### TASK ITEM
Check every line below for the word "wrist" and copy each one that has it.

=== EXERCISE DATA ===

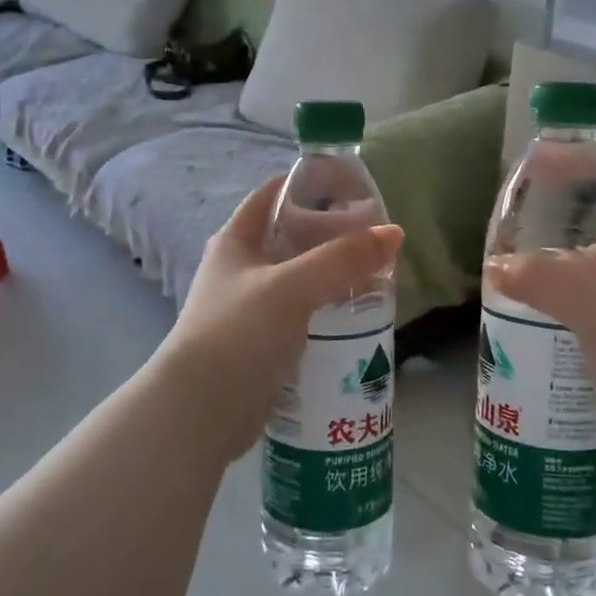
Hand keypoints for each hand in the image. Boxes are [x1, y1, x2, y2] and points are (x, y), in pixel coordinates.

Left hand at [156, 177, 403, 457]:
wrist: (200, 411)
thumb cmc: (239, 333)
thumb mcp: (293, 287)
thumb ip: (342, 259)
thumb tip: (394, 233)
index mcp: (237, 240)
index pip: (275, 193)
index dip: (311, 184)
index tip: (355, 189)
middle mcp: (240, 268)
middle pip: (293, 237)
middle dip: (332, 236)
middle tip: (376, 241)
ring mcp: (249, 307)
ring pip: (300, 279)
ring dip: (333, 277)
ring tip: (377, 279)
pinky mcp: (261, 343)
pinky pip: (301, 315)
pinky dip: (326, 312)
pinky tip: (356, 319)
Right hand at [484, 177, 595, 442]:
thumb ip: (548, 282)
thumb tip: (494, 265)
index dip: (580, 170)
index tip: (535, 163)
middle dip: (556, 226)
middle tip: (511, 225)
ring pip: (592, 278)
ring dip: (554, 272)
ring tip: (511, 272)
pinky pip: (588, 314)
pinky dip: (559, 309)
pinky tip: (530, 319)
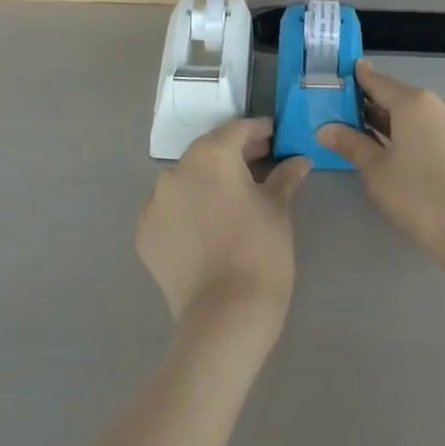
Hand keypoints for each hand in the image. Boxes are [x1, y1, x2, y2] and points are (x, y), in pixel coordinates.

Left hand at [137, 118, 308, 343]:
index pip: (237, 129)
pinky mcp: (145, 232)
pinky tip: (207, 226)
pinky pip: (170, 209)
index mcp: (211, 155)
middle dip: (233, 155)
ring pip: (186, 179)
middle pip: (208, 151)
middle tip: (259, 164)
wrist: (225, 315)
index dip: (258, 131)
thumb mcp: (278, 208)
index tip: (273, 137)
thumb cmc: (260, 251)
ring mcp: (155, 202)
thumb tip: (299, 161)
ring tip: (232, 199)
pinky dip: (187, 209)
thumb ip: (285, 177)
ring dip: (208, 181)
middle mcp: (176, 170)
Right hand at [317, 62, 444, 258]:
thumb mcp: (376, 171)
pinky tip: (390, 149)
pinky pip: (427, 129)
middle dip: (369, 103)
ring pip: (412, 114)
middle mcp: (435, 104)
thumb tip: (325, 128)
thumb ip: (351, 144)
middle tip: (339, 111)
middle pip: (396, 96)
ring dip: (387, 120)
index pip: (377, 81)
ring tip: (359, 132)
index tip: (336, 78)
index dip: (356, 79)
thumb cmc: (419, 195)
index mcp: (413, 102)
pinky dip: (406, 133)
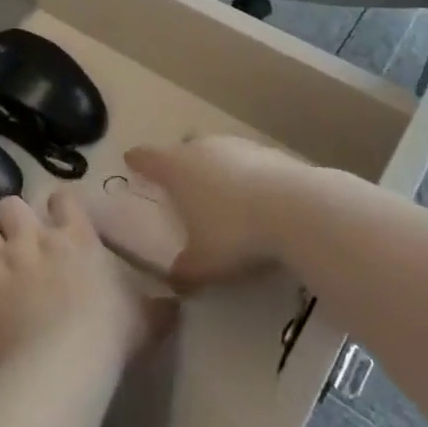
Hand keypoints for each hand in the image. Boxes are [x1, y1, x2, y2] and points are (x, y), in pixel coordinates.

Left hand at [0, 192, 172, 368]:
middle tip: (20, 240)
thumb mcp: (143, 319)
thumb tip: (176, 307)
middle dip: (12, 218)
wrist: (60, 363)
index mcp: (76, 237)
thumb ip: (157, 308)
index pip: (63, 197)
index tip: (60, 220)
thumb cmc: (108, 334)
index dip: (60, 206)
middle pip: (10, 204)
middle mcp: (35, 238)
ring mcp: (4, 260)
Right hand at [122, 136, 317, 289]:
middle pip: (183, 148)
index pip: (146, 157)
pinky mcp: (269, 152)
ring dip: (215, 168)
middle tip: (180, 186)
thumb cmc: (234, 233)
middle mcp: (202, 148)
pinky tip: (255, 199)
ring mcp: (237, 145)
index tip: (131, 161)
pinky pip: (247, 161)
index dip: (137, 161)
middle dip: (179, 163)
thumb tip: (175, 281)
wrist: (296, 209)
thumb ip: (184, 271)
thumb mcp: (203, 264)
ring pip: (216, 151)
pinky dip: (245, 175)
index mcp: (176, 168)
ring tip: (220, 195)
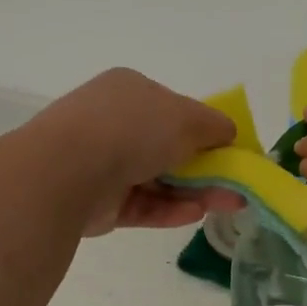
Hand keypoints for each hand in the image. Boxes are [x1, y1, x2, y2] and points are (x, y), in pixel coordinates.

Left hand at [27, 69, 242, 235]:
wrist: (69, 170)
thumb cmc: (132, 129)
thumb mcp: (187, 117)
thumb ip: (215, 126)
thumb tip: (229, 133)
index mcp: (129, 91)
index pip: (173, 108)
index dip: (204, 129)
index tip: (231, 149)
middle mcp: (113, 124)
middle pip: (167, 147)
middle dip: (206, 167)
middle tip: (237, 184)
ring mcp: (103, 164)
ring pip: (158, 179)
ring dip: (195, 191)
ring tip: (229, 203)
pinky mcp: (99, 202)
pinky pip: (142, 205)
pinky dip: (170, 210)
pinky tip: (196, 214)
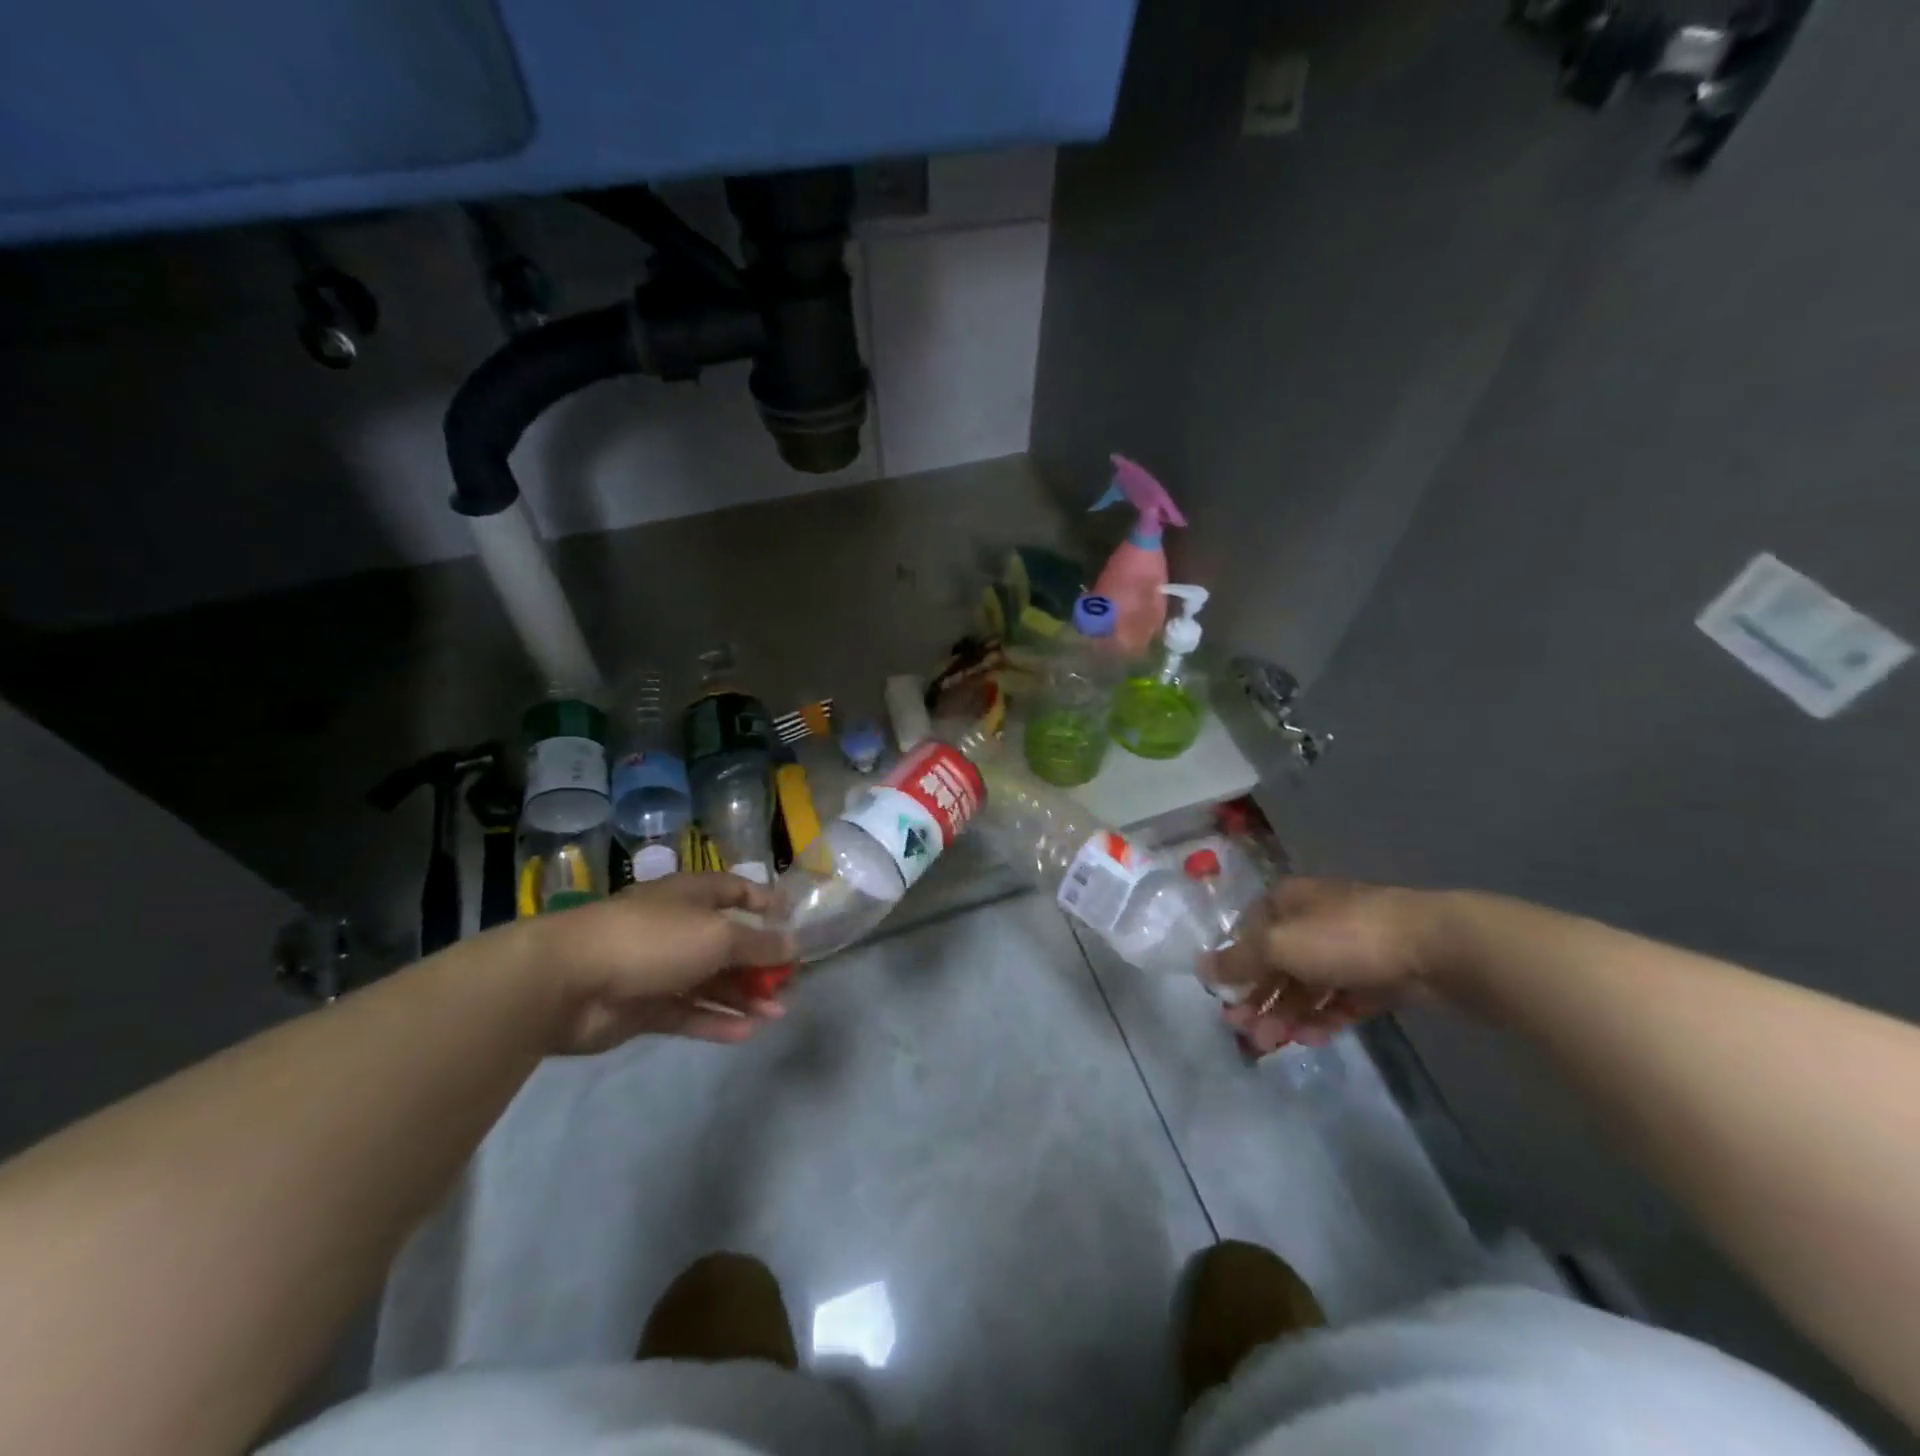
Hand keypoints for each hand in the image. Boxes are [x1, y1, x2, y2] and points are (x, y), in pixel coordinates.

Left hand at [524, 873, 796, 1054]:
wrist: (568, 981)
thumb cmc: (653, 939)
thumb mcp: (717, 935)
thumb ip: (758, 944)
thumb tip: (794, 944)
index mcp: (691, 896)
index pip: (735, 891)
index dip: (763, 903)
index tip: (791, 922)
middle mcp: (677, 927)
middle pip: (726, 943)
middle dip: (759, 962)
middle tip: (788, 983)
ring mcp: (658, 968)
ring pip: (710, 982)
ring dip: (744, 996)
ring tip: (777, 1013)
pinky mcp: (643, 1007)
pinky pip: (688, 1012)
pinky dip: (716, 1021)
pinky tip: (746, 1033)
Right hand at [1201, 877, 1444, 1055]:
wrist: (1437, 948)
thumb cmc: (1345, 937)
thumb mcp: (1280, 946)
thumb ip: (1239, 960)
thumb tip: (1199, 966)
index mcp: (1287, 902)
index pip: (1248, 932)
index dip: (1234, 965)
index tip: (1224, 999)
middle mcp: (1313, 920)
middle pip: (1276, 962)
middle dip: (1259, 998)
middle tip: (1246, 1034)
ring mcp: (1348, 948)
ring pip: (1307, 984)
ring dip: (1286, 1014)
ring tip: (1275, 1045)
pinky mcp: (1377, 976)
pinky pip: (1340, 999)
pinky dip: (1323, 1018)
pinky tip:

===

### RESPONSE BELOW
wrist: (200, 411)
wrist: (225, 315)
wrist: (60, 363)
wrist: (296, 209)
wrist: (69, 170)
wrist: (568, 981)
wrist: (1437, 948)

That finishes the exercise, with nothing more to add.